When I discovered their plot, Caryl framed me for attacking her. Brandon, the man who swore to protect me, had me whipped until I was bleeding on the floor.
Then she murdered his grandfather and blamed me. He didn't hesitate. He threw me into a psychiatric hospital to rot.
He never once questioned her lies. He simply discarded me, the woman he claimed to love for five years.
But they forgot one thing. I wasn't just Farah Moore, a helpless orphan. I am Aurora Valois, heiress to an empire. After being rescued from that hell, I faked my death and disappeared. Now, I'm back to start a new life, and this time, I'm living for myself.
Chapter 1
Farah Moore POV:
My fiancé has a twin brother.
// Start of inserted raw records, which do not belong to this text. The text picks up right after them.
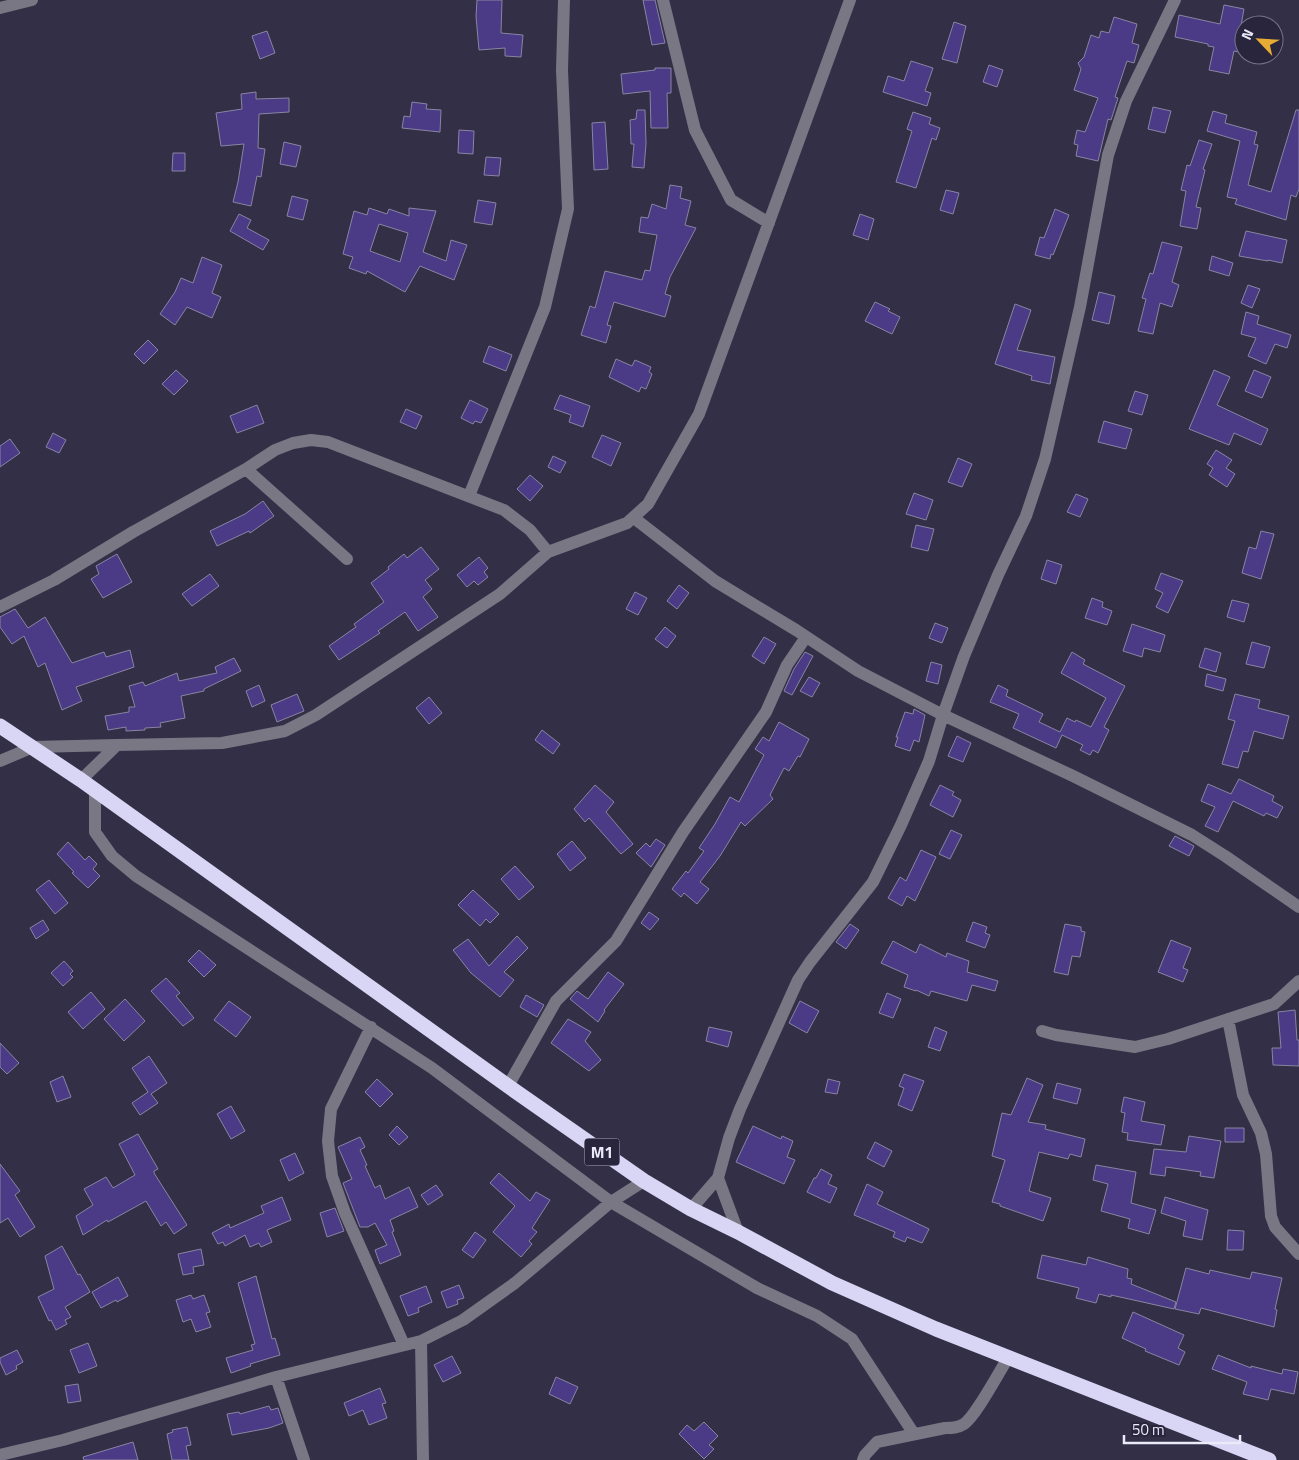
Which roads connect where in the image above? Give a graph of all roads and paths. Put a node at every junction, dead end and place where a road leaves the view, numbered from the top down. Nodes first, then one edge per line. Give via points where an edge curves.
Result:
1 (32, 0) edge
2 (564, 0) edge
3 (663, 0) edge
4 (850, 0) edge
5 (1174, 0) edge
6 (0, 8) edge
7 (769, 223) junction
8 (246, 469) junction
9 (470, 496) junction
10 (634, 518) junction
11 (548, 552) junction
12 (346, 558) dead end
13 (0, 607) edge
14 (806, 637) junction
15 (943, 715) junction
16 (0, 726) edge
17 (117, 745) junction
18 (33, 748) junction
19 (0, 761) edge
20 (81, 780) junction
21 (95, 790) junction
22 (1299, 907) edge
23 (1299, 981) edge
24 (1228, 1020) junction
25 (371, 1027) junction
26 (1042, 1031) dead end
27 (508, 1086) junction
28 (718, 1178) junction
29 (644, 1181) junction
30 (611, 1202) junction
31 (691, 1209) junction
32 (738, 1232) junction
33 (1299, 1254) edge
34 (421, 1341) junction
35 (404, 1345) junction
36 (1008, 1358) junction
37 (276, 1377) junction
38 (914, 1434) junction
39 (0, 1455) edge
40 (304, 1460) edge
41 (422, 1460) edge
42 (863, 1460) edge
43 (1269, 1460) edge

1 - 6 street
2 - 9 street via 562,70 568,209 545,307
3 - 7 street via 695,130 731,200
4 - 7 street
5 - 15 street via 1126,101 1108,155 1080,306 1045,459 1026,516 964,656
7 - 10 street via 699,414 648,504
8 - 9 street via 275,450 293,443 310,440 328,442
8 - 12 street
8 - 13 street via 54,580
9 - 11 street via 517,519
10 - 11 street
10 - 14 street via 715,581
11 - 17 street via 500,594 339,701 285,731 222,743
14 - 15 street via 858,671
14 - 27 street via 786,665 766,712 684,832 616,941 556,1002
15 - 22 street via 1192,835
15 - 28 street via 929,761 872,882 798,980 740,1109
16 - 18 highway, M1
17 - 18 street
17 - 20 street
18 - 19 street
18 - 20 highway, M1
20 - 21 highway, M1
21 - 25 street via 95,832 112,856 136,876
21 - 27 highway, M1
23 - 24 street via 1274,1004
24 - 26 street via 1135,1048
24 - 33 street via 1243,1095 1266,1154 1271,1216 1275,1228
25 - 30 street via 432,1068
25 - 35 street via 331,1110 328,1141 332,1176 345,1212
27 - 29 highway, M1
28 - 31 street
28 - 32 street
29 - 30 street
29 - 31 highway, M1
30 - 34 street via 514,1283 463,1320
30 - 38 street via 757,1288 817,1316 852,1339
31 - 32 highway, M1
32 - 36 highway, M1 via 832,1282
34 - 35 street
34 - 41 street
35 - 37 street
36 - 38 street via 965,1423 955,1428
36 - 43 highway, M1
37 - 39 street via 63,1440
37 - 40 street
38 - 42 street via 877,1442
For the past year, the man I' ve shared a bed with wasn't my fiancé at all.
I learned this from an anonymous text message.
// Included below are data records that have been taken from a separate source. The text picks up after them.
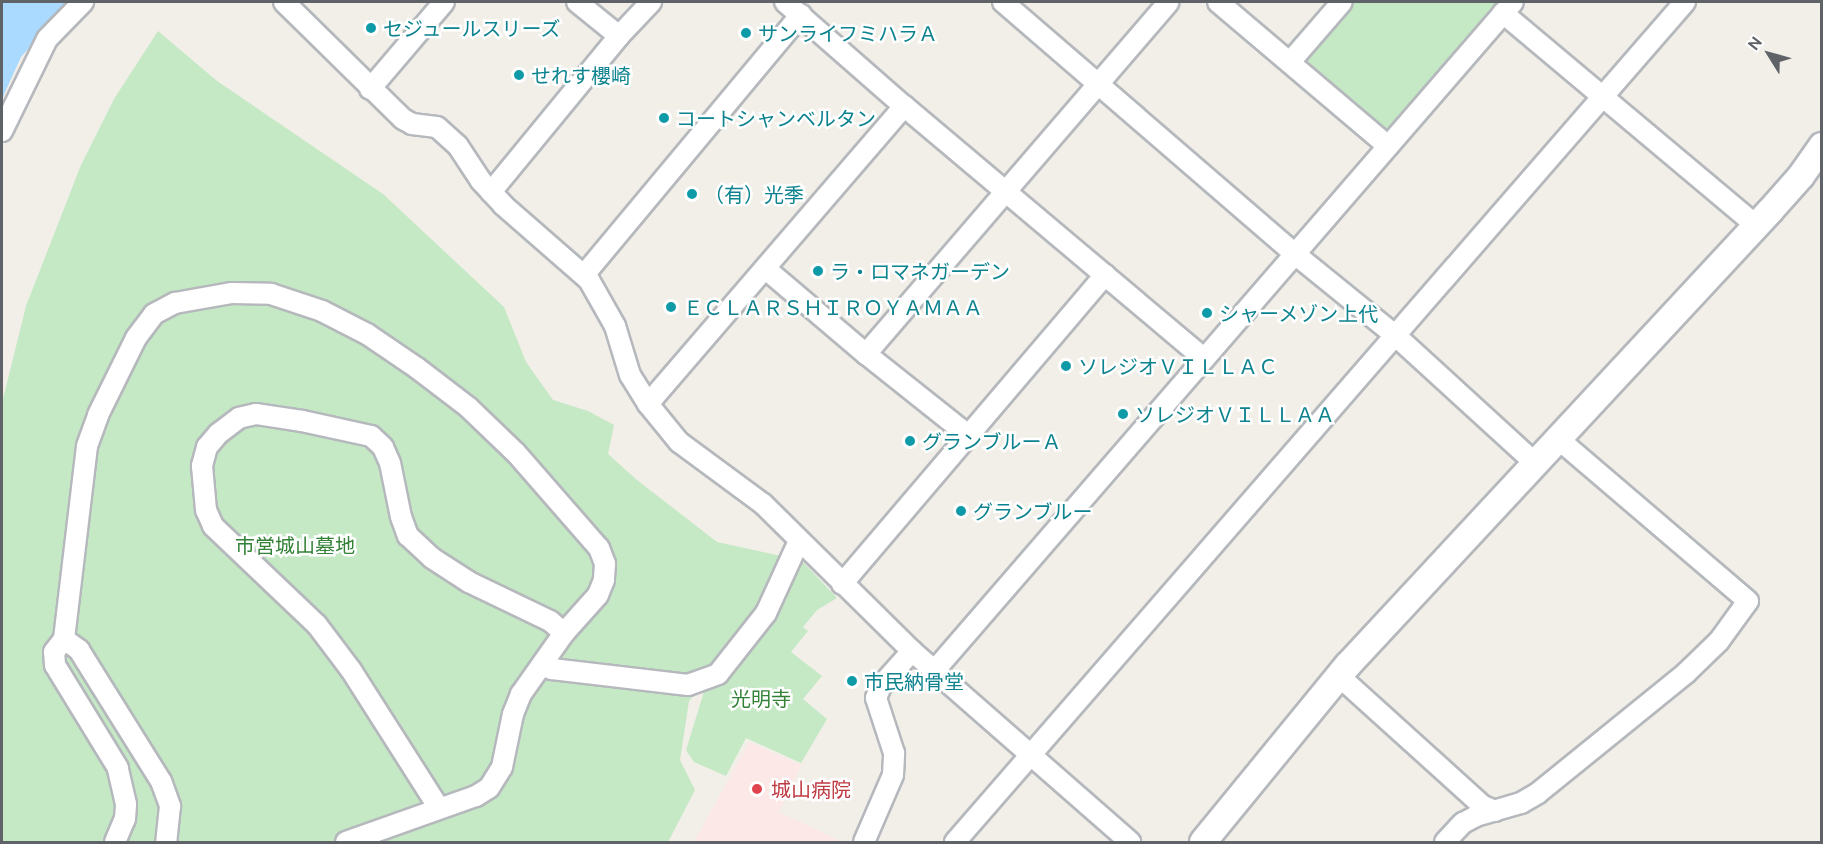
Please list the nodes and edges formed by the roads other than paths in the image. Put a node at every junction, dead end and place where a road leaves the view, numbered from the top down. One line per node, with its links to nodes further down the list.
1 (83, 2): 20 (street)
2 (284, 2): 17 (street)
3 (444, 2): 17 (street)
4 (577, 2): 14 (street)
5 (651, 2): 14 (street)
6 (785, 2): 13 (street)
7 (1003, 2): 16 (street)
8 (1169, 2): 16 (street)
9 (1218, 2): 15 (street)
10 (1342, 2): 15 (street)
11 (1685, 2): 18 (street)
12 (1508, 7): 18 (street); 21 (street)
13 (801, 15): 19 (street); 28 (street)
14 (619, 36): 24 (street)
15 (1290, 62): 21 (street)
16 (1098, 83): 23 (street); 26 (street)
17 (370, 89): 24 (street)
18 (1604, 96): 25 (street); 30 (street)
19 (904, 106): 23 (street); 27 (street)
20 (2, 131)
21 (1388, 146): 26 (street)
22 (1821, 146): 25 (street)
23 (1005, 191): 29 (street); 31 (street)
24 (491, 192): 28 (street)
25 (1756, 225): 35 (street)
26 (1295, 254): 30 (street); 32 (street)
27 (766, 269): 31 (street); 33 (street)
28 (584, 275): 33 (street)
29 (1105, 275): 32 (street); 34 (street)
30 (1396, 336): 36 (street); 45 (street)
31 (866, 354): 34 (street)
32 (1204, 359): 43 (street)
33 (648, 404): 37 (street)
34 (968, 435): 38 (street)
35 (1558, 439): 36 (street); 47 (street)
36 (1535, 463): 44 (street)
37 (800, 541): 38 (street); 42 (street)
38 (842, 584): 41 (street)
39 (564, 633): 40 (street); 42 (street); 46 (street)
40 (64, 639): 48 (street); 49 (street)
41 (912, 651): 43 (street); 51 (street)
42 (542, 664): 46 (street)
43 (935, 670): 45 (street)
44 (1339, 676): 47 (street); 54 (street)
45 (1031, 754): 52 (street); 53 (street)
46 (439, 808): 50 (street)
47 (1495, 811): 55 (street)
48 (115, 843)
49 (166, 843)
50 (346, 843)
51 (864, 843)
52 (955, 843)
53 (1130, 843)
54 (1203, 843)
55 (1445, 843)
"Come to the Starlight Villa. Room 302. You'll find a surprise."
I almost deleted it. Brandon and I had been together for five years. We were getting married next month. This felt like a pathetic, desperate attempt by some woman who couldn't accept that he was off the market.
My finger hovered over the block button.
But then, a second message came through. It was a video.
My heart started a slow, heavy drumbeat against my ribs. I pressed play.
The video was shaky, filmed from across a dimly lit bar. I saw a man who looked exactly like Brandon-the same sharp jawline, the same dark hair that he was always pushing back from his forehead. But this man was different. He was slouched over the counter, a cheap cigarette dangling from his lips, his eyes holding a cynical, reckless glint I had never seen in Brandon.
He was laughing with the person filming.
"So, you're really going through with it?" the person behind the camera asked. "You're just gonna pretend to be him? And marry his girl?"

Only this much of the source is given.